Mr Laurent PICHON (Centre de recherche et de restauration des musées de France - C2RMF, Palais du Louvre, Paris, France)

Description

Ion beam induced luminescence (IBIL) is a powerful technique that provides information beyond those obtained by IBA methods. For instance, it can be used for the detection of rare earth elements, differentiation of mineral polymorphs and visualization of crystalline defects. The coupling of IBA and IBIL is very promising for the study of complex targets such as Cultural Heritage artefacts. Moreover, the characterization of these often heterogeneous samples requires imaging at various scales. A new IBIL imaging system has been fully integrated to the external microbeam line of the AGLAE facility. The IBA microimaging system where the IBIL setup has been implemented exhibits specific features. Fast elemental mapping of large areas (mm to cm) is obtained by combining a vertical magnetic deflection of the beam with a horizontal mechanical translation of the target and data are acquired in list mode. Both specifications are hardly compatible with the collection of an IBIL spectrum.
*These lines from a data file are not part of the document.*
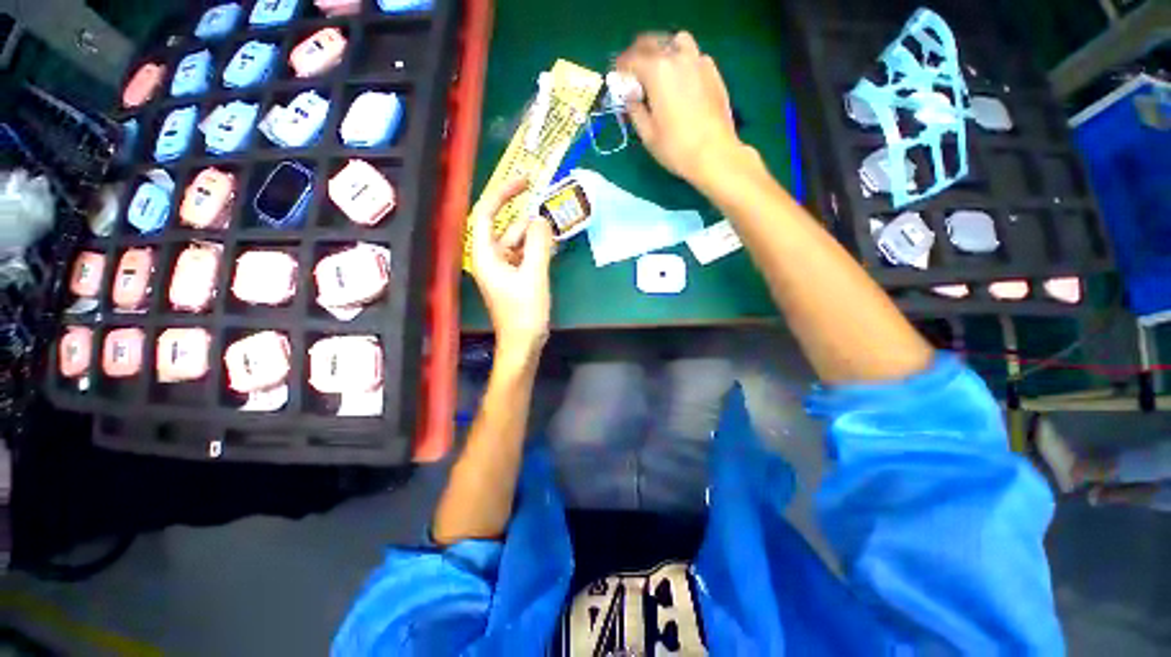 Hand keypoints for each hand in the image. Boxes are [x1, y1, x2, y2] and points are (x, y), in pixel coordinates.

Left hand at [469, 178, 553, 357]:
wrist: (523, 343)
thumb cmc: (525, 313)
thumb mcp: (534, 275)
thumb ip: (539, 244)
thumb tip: (541, 219)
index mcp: (486, 255)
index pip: (486, 214)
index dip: (503, 193)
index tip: (525, 182)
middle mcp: (490, 258)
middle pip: (506, 227)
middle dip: (528, 220)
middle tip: (551, 212)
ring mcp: (503, 268)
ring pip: (518, 241)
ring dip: (536, 236)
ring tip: (555, 235)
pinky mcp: (514, 277)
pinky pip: (524, 254)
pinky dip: (537, 249)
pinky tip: (552, 249)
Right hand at [617, 32, 744, 185]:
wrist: (714, 154)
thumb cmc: (676, 148)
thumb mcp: (647, 134)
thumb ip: (634, 110)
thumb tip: (629, 96)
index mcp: (657, 72)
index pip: (631, 59)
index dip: (621, 68)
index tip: (617, 78)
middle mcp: (677, 58)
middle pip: (652, 43)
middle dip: (638, 55)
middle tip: (633, 73)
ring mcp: (698, 61)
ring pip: (676, 42)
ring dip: (663, 51)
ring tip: (658, 71)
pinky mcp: (712, 71)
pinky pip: (693, 55)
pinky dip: (682, 60)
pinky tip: (680, 80) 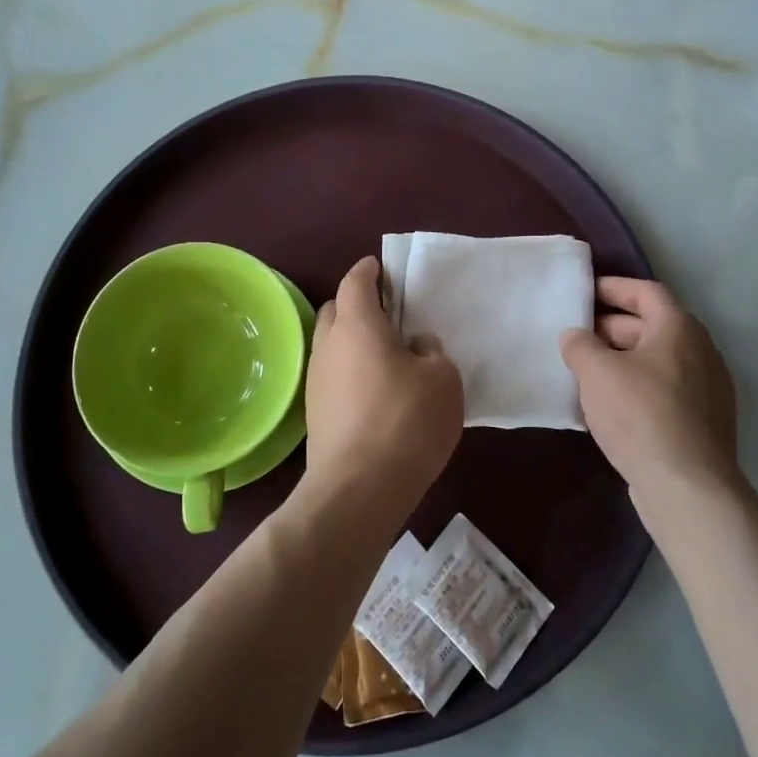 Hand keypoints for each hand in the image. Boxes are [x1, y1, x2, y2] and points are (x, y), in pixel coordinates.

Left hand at [305, 257, 464, 511]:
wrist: (358, 489)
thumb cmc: (406, 421)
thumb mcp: (442, 379)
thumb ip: (431, 352)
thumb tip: (414, 346)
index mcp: (357, 325)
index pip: (355, 282)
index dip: (368, 270)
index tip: (381, 267)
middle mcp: (329, 346)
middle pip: (335, 310)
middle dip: (356, 304)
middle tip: (388, 315)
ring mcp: (316, 382)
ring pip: (332, 345)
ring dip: (353, 342)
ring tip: (387, 357)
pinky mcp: (315, 414)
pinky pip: (333, 376)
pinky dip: (350, 372)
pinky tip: (376, 392)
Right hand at [560, 277, 738, 497]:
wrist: (687, 487)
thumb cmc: (640, 414)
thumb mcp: (596, 371)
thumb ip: (580, 345)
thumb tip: (575, 336)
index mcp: (679, 328)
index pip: (646, 292)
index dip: (614, 288)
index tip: (585, 292)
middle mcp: (701, 351)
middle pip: (652, 326)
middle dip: (612, 327)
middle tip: (577, 335)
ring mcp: (708, 390)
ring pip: (658, 361)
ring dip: (623, 360)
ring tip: (586, 370)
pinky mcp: (704, 423)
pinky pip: (665, 391)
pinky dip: (637, 387)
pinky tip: (609, 406) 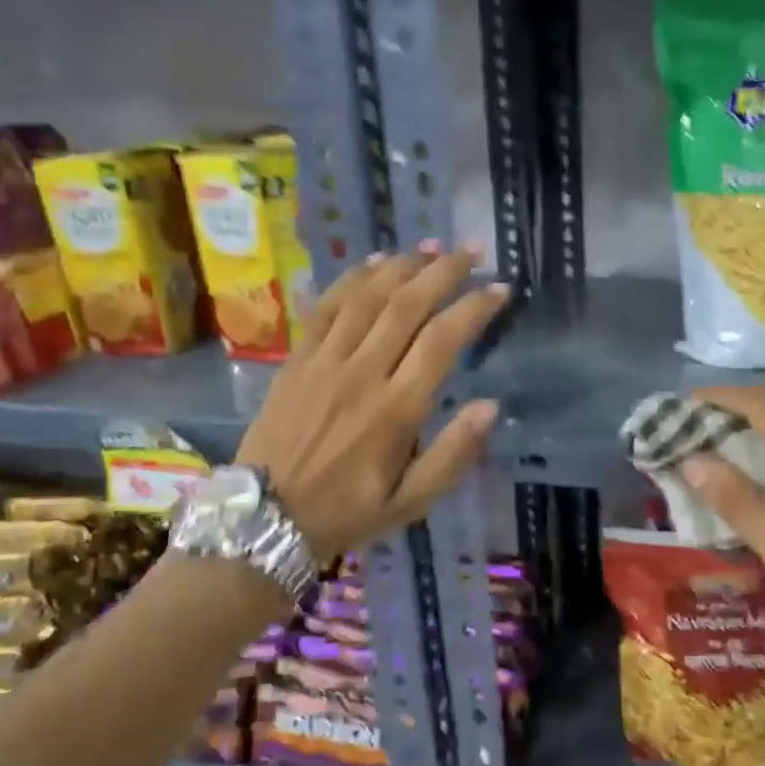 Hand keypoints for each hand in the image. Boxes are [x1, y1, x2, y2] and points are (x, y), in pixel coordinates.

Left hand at [235, 246, 506, 559]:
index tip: (499, 289)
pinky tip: (374, 263)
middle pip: (407, 306)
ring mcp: (324, 362)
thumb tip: (490, 406)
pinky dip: (352, 279)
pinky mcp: (296, 360)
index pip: (442, 341)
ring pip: (367, 298)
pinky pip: (326, 307)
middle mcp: (362, 374)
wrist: (265, 518)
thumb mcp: (411, 502)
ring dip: (401, 267)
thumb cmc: (347, 511)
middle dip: (443, 272)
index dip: (474, 308)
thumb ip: (453, 456)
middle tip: (470, 251)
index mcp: (396, 410)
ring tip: (430, 247) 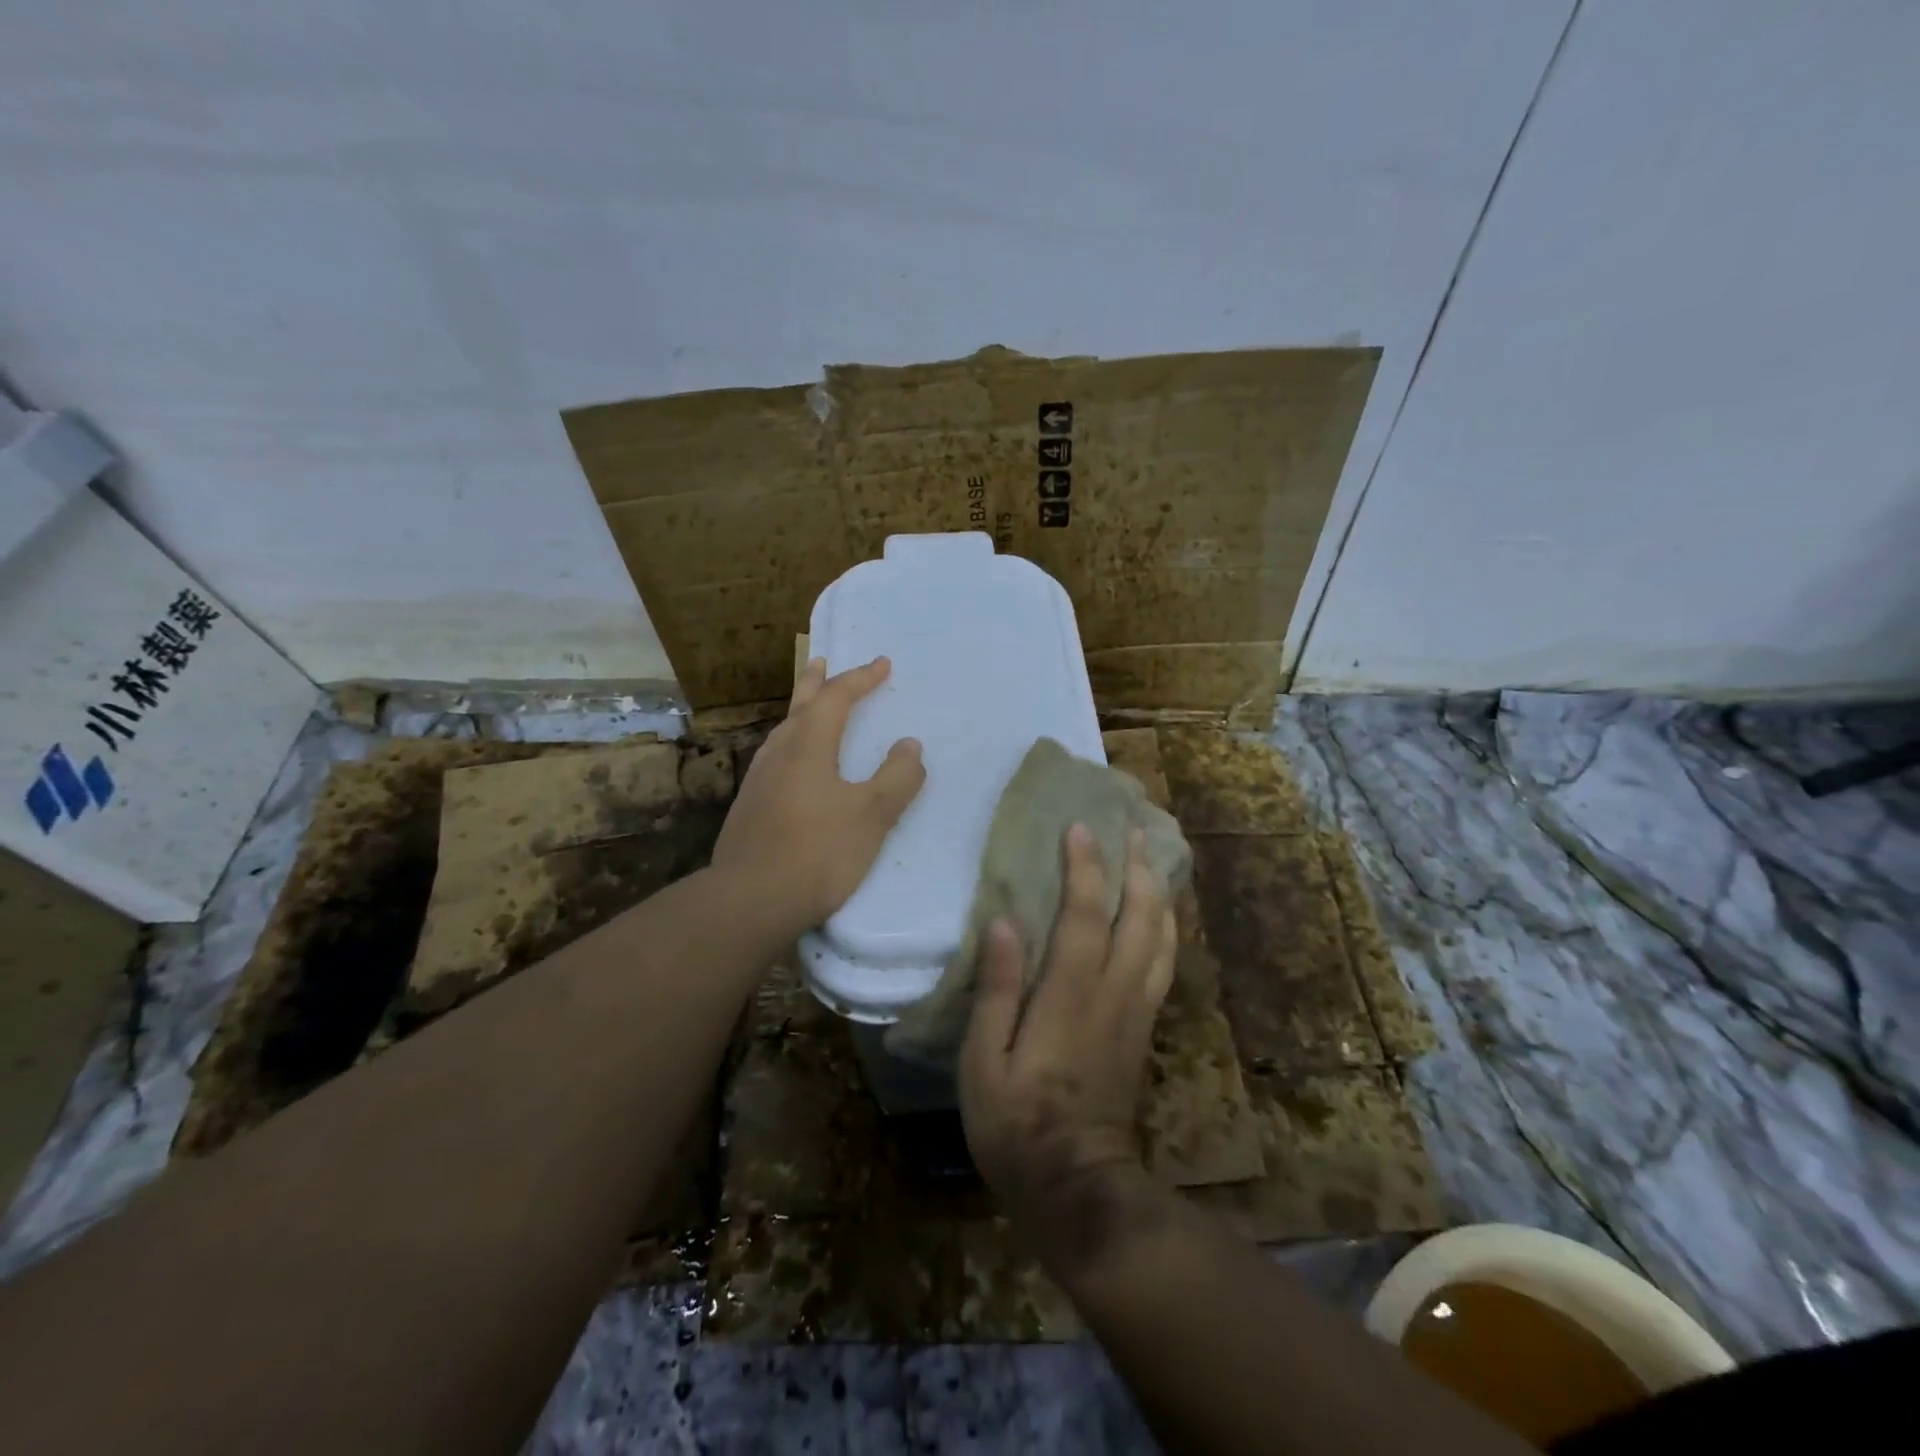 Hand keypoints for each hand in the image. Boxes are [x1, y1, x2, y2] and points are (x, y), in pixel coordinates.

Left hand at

This work details the IBIL setup, gives its performances and explains the technical solutions retained to couple IBIL with IBA in order to produce fast and large IBIL-IBA maps. The luminescence signal is collected through a 1mm diameter fiber without focusing optics to an Ocean Optics QE65000 spectrometer. It records spectra from 200 to 1000 nm with a minimum collection time of 8ms thanks to an USB 2.0 port. The frequency of the magnetic vertical deflection has been adjusted so that dwell time on each position allows a proper IBIL acquisition without notably slowing down IBA mapping. Imaging of a 1-cm² area with a 40-µm resolution can last less than one hour. The IBIL acquisition is made through specially developed software which, for every position, saves the spectrum, creating a data cube file. Then IBIL information can be mapped in 2D and visualized with the AGLAEmap program which also permits data extraction from coupled IBA-IBIL maps. Examples of coupled mapping on Cultural Heritage materials will be presented to emphasise the interest of performing simultaneously IBA and IBIL large mappings.